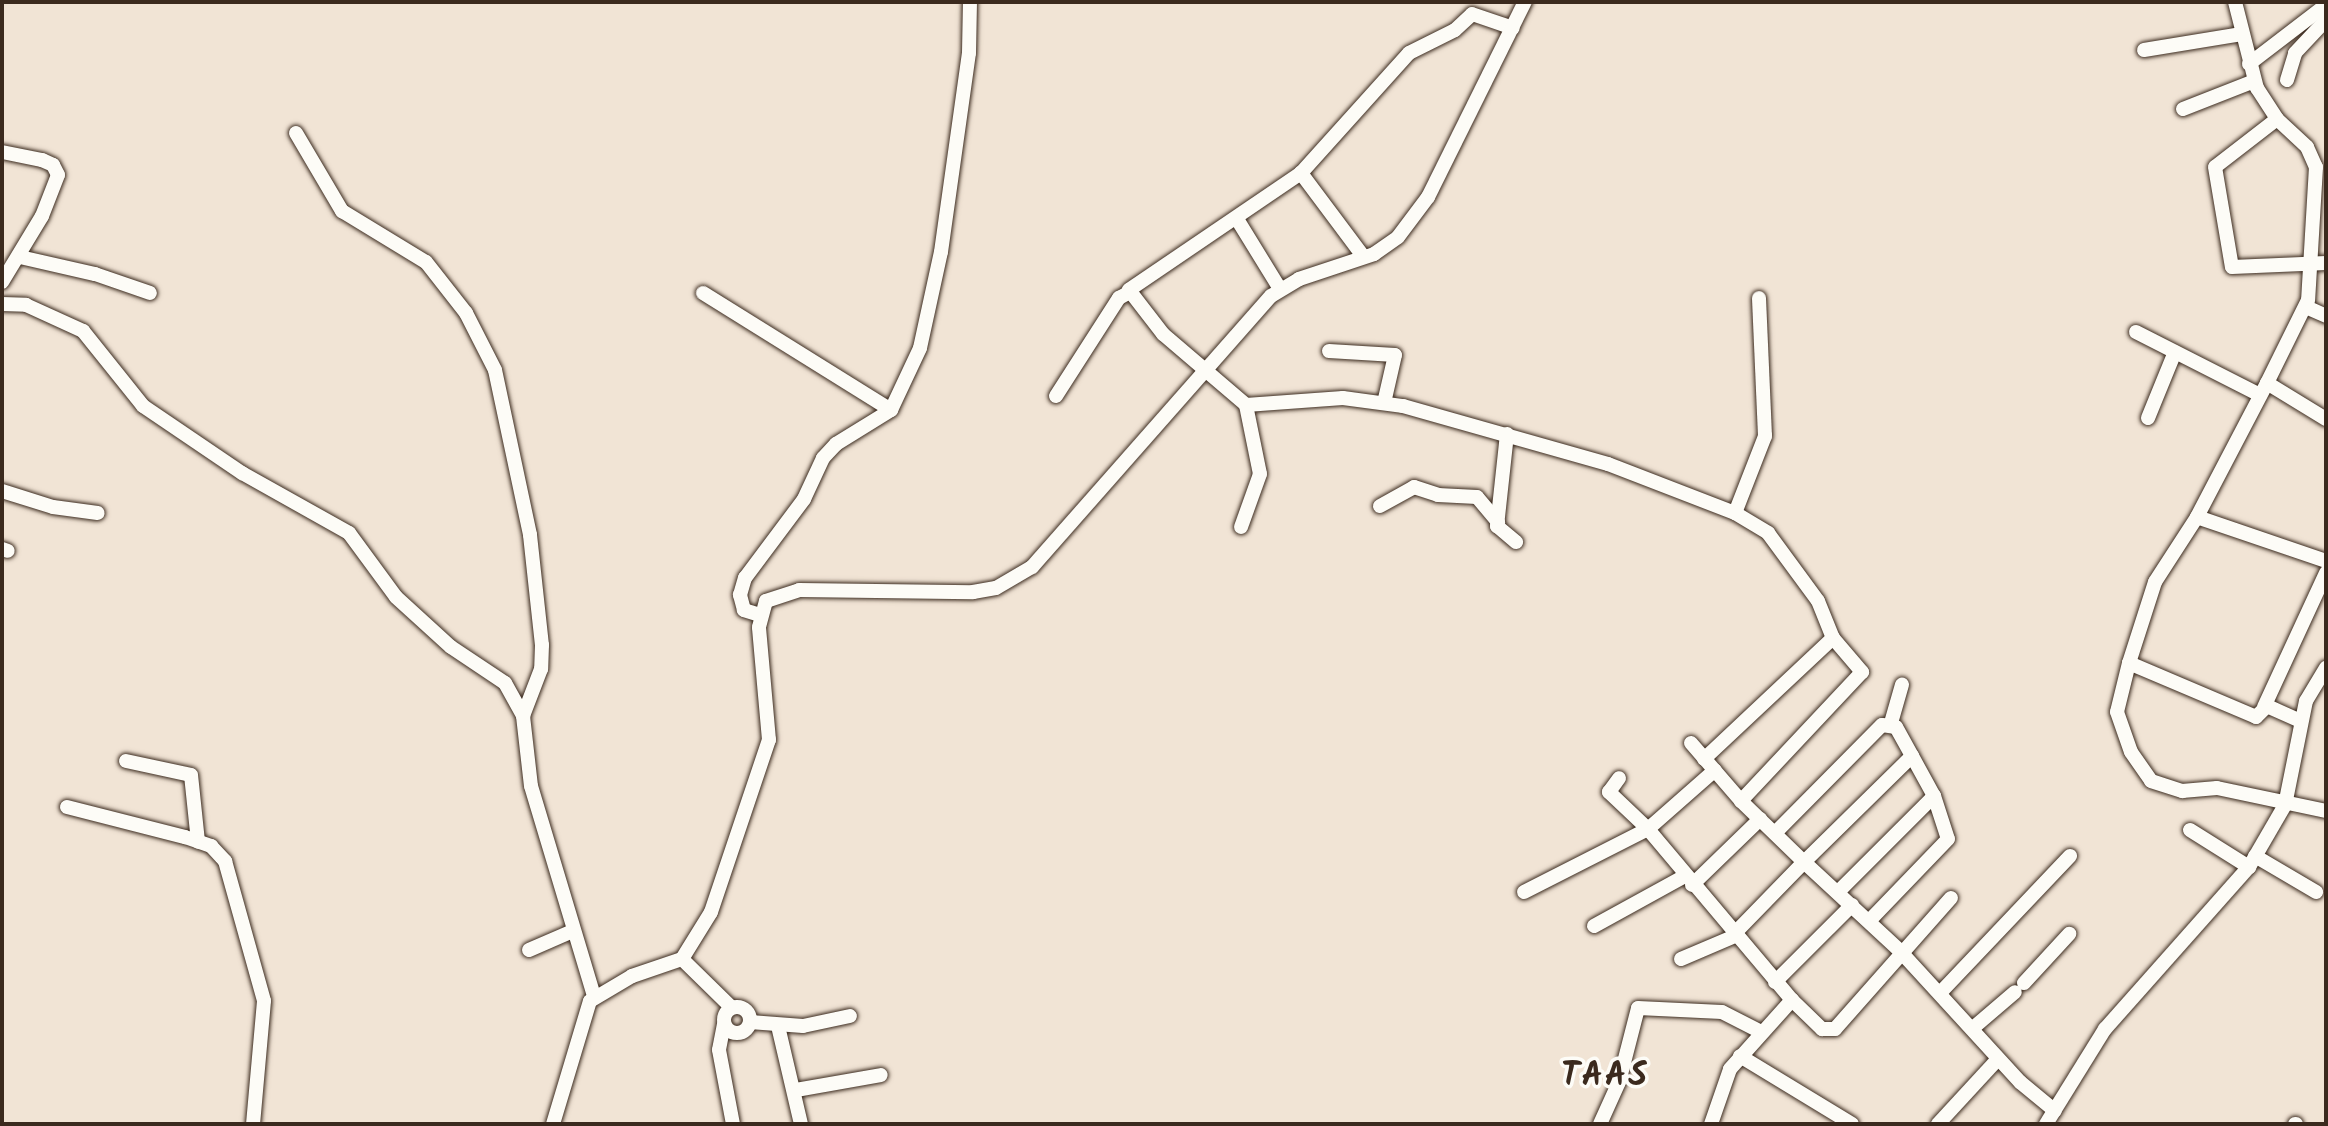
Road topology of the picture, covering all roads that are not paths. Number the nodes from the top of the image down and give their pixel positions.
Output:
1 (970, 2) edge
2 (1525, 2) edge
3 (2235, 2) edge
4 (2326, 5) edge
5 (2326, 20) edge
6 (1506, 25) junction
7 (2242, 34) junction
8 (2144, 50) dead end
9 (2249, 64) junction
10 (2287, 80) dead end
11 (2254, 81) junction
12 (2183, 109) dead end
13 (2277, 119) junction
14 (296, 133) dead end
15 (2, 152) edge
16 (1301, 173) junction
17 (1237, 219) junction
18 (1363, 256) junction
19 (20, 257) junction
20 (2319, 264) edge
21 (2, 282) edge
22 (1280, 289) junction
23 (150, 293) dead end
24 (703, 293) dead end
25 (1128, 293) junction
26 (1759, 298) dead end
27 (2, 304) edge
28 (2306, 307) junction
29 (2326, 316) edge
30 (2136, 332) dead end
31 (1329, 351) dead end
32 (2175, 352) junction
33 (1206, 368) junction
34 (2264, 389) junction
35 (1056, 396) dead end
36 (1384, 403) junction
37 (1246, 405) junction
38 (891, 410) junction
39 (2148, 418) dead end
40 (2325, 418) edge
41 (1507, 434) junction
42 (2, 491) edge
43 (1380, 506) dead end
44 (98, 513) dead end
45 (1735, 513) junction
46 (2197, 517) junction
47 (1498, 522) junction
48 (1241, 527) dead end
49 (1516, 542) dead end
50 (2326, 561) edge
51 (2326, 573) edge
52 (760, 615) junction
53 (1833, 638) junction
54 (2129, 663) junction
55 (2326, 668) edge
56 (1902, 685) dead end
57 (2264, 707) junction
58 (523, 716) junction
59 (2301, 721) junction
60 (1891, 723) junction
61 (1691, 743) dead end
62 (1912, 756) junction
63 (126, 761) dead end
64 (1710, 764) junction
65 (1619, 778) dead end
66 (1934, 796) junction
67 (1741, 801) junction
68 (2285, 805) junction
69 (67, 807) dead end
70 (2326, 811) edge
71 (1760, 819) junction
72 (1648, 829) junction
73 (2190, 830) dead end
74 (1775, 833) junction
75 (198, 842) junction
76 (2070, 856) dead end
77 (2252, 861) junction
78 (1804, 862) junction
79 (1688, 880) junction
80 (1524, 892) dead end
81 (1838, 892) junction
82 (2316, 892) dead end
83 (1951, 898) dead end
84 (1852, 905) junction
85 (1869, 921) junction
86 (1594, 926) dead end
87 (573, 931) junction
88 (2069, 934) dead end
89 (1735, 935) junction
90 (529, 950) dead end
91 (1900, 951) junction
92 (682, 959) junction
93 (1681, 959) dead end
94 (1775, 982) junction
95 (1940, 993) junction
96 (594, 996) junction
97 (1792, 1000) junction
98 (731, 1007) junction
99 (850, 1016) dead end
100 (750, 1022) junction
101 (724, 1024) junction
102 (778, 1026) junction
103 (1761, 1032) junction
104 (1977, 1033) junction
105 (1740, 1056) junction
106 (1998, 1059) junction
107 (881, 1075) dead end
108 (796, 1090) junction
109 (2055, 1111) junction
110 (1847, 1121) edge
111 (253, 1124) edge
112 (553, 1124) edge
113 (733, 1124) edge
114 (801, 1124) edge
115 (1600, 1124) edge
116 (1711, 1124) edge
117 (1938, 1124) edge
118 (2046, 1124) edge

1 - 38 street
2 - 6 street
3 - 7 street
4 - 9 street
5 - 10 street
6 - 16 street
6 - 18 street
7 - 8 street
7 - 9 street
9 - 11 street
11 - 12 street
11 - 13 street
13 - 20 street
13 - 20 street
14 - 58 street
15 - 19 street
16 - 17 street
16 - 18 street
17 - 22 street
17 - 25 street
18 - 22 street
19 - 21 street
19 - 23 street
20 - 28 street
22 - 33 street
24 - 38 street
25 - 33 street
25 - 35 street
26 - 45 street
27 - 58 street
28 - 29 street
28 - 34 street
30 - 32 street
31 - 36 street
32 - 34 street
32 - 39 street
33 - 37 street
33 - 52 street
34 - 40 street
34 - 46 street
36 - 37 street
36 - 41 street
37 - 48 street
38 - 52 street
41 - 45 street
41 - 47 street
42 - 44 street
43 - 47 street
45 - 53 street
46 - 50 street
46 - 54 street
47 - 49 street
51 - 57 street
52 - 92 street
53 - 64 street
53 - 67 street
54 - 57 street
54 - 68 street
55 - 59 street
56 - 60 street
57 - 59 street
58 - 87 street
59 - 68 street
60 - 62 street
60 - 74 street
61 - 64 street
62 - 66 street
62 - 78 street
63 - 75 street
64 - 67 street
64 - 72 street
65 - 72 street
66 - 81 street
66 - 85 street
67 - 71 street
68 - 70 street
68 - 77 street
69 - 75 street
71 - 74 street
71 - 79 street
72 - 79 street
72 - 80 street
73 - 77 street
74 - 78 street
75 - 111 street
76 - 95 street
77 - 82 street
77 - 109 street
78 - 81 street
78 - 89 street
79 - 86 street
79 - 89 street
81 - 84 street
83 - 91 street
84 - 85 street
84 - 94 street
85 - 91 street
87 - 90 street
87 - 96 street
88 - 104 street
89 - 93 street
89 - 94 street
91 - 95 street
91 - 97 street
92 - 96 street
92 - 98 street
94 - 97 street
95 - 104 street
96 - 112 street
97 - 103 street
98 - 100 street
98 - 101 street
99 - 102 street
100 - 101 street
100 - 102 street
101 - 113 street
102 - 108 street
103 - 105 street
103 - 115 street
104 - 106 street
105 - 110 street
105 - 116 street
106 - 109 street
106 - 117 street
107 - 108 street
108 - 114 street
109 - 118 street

┄┄┄┄┄┄┄┄┄┄

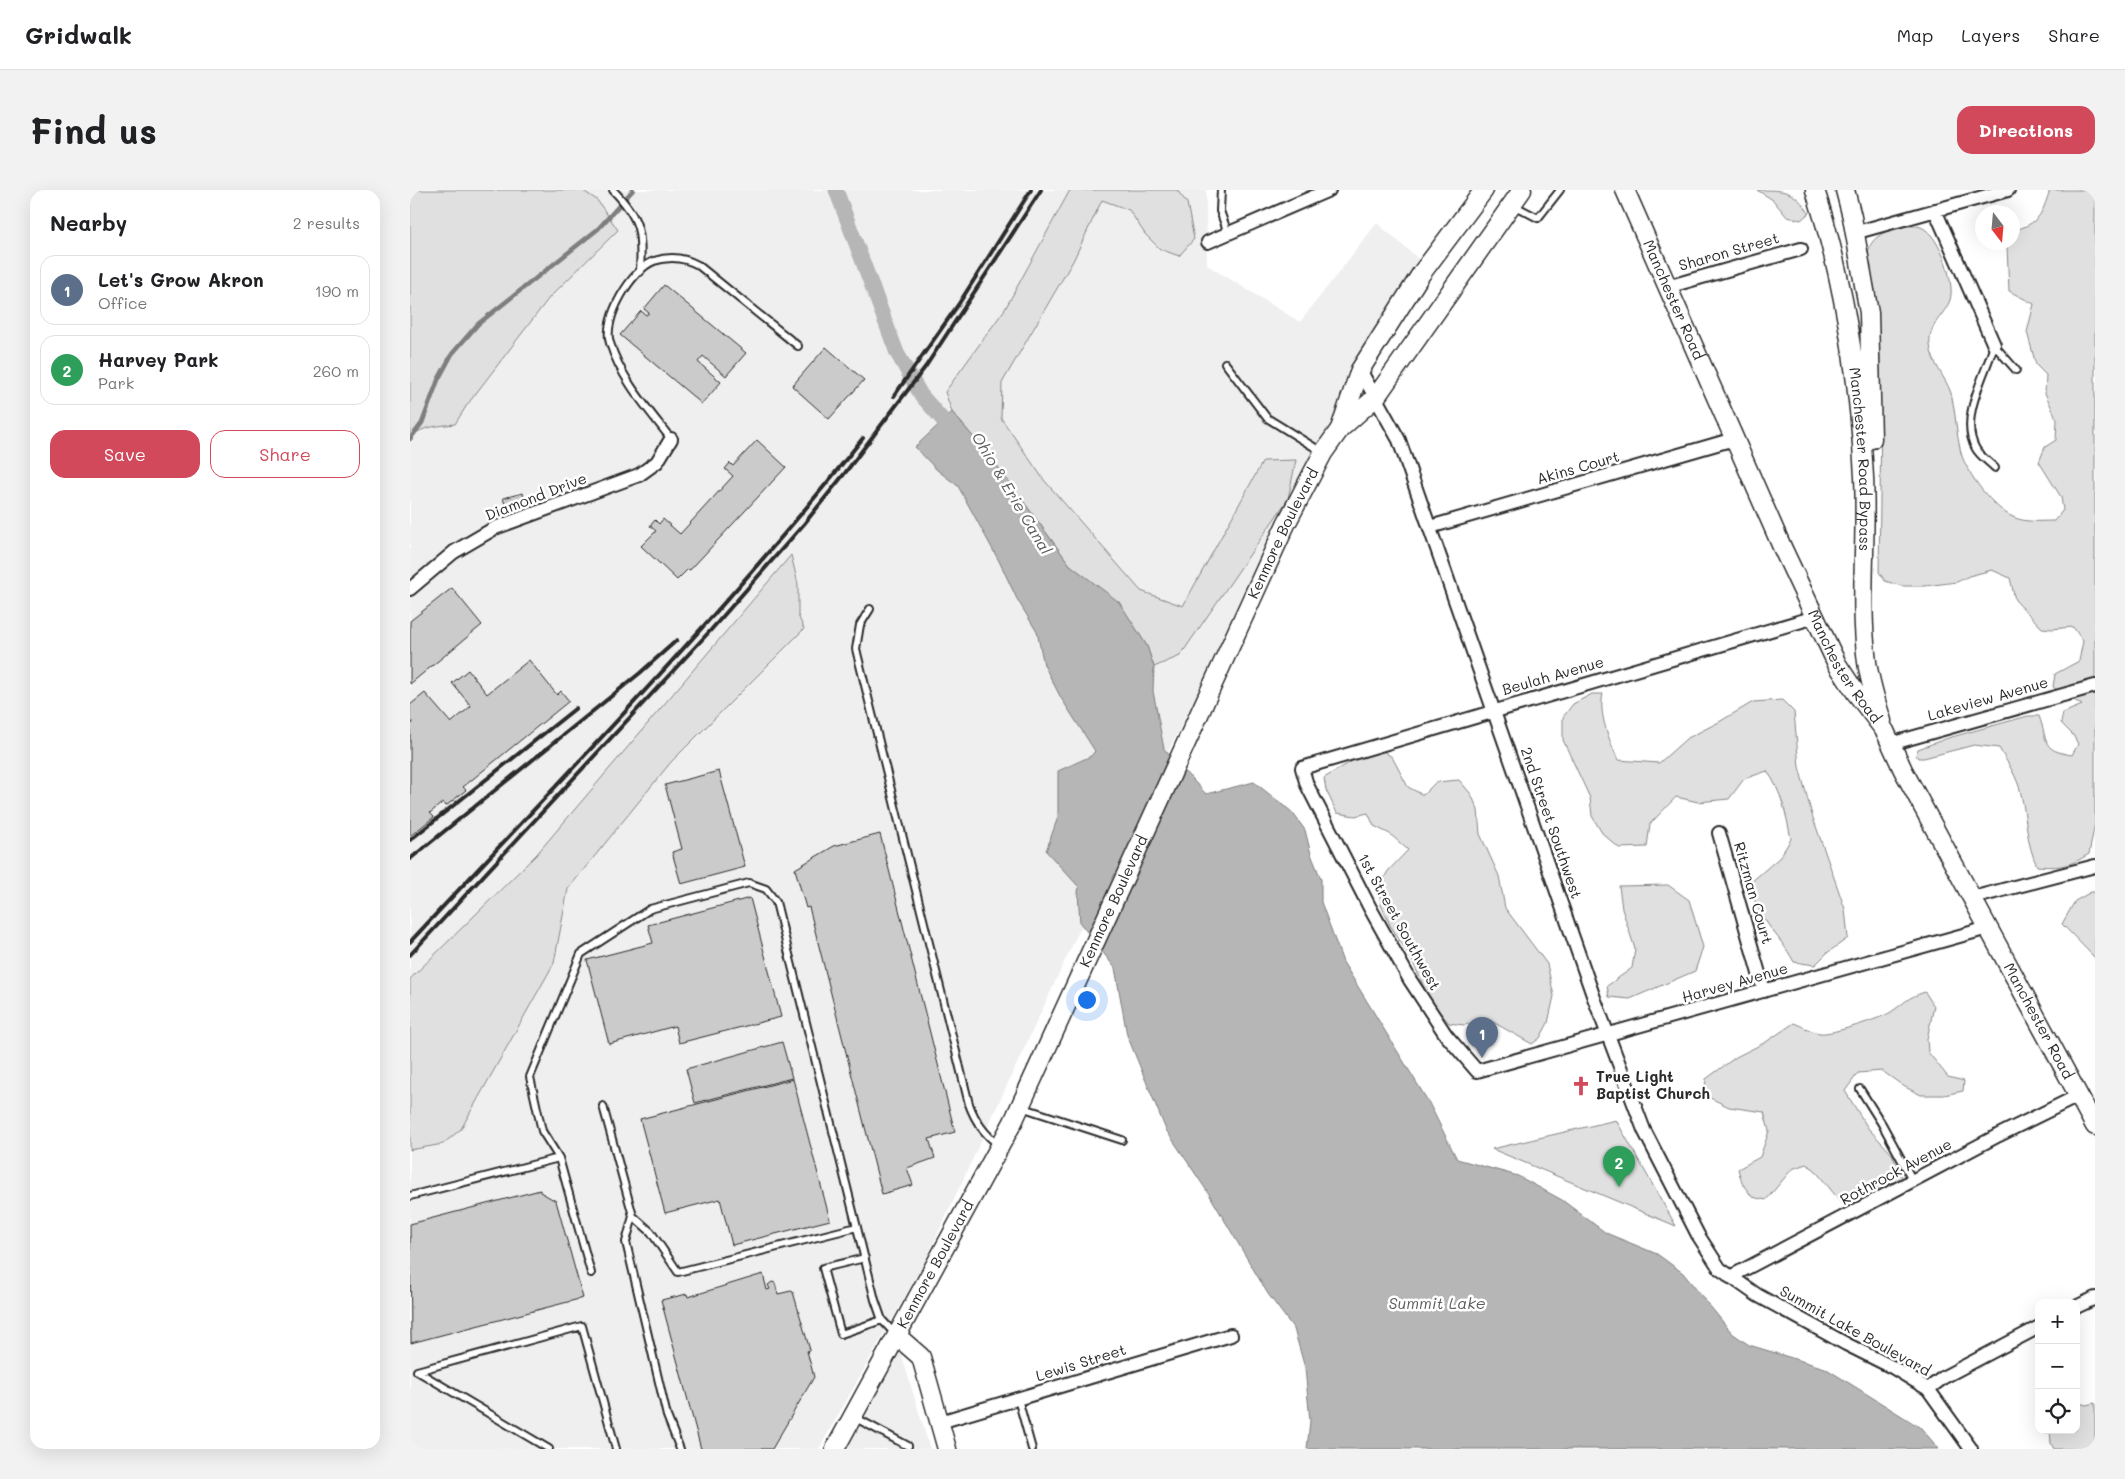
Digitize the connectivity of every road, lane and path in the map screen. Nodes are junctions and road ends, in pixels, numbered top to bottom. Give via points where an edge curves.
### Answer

┄┄┄┄┄┄┄┄┄┄

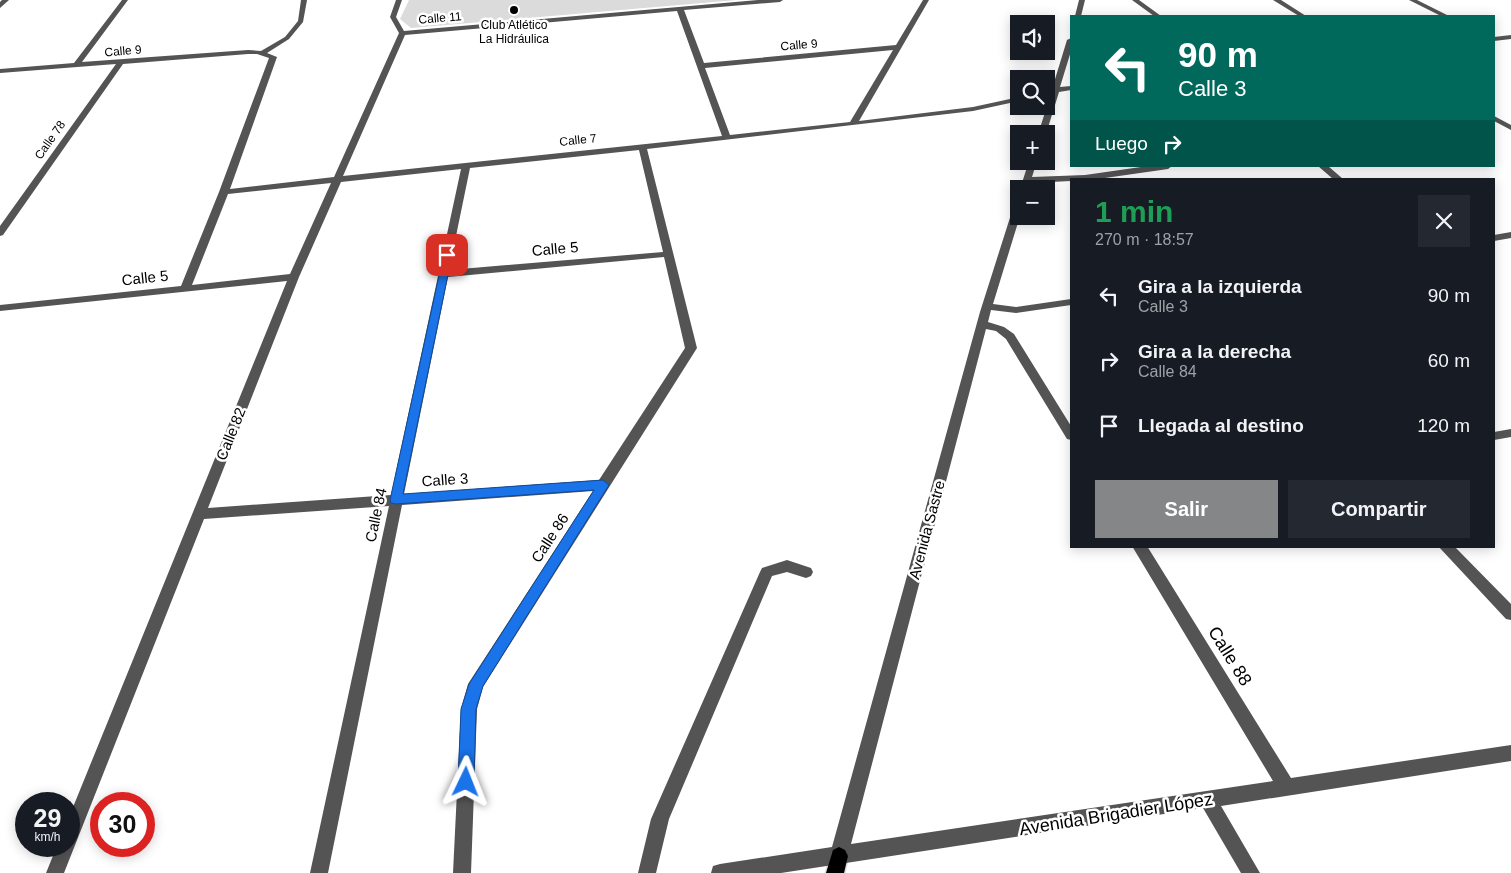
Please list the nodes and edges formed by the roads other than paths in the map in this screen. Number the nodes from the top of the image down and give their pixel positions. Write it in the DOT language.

┄┄┄┄┄┄┄┄┄┄

• ACTIVITY: Copy out all lines of the listing above that include "image".

• REPLY TO THE EXERCISE:
Road topology of the picture, covering all roads that are not paths. Number the nodes from the top of the image down and give their pixel positions.
Please list the nodes and edges formed by the roads other than paths in the map in this screen. Number the nodes from the top of the image down and give their pixel positions. Write it in the DOT language.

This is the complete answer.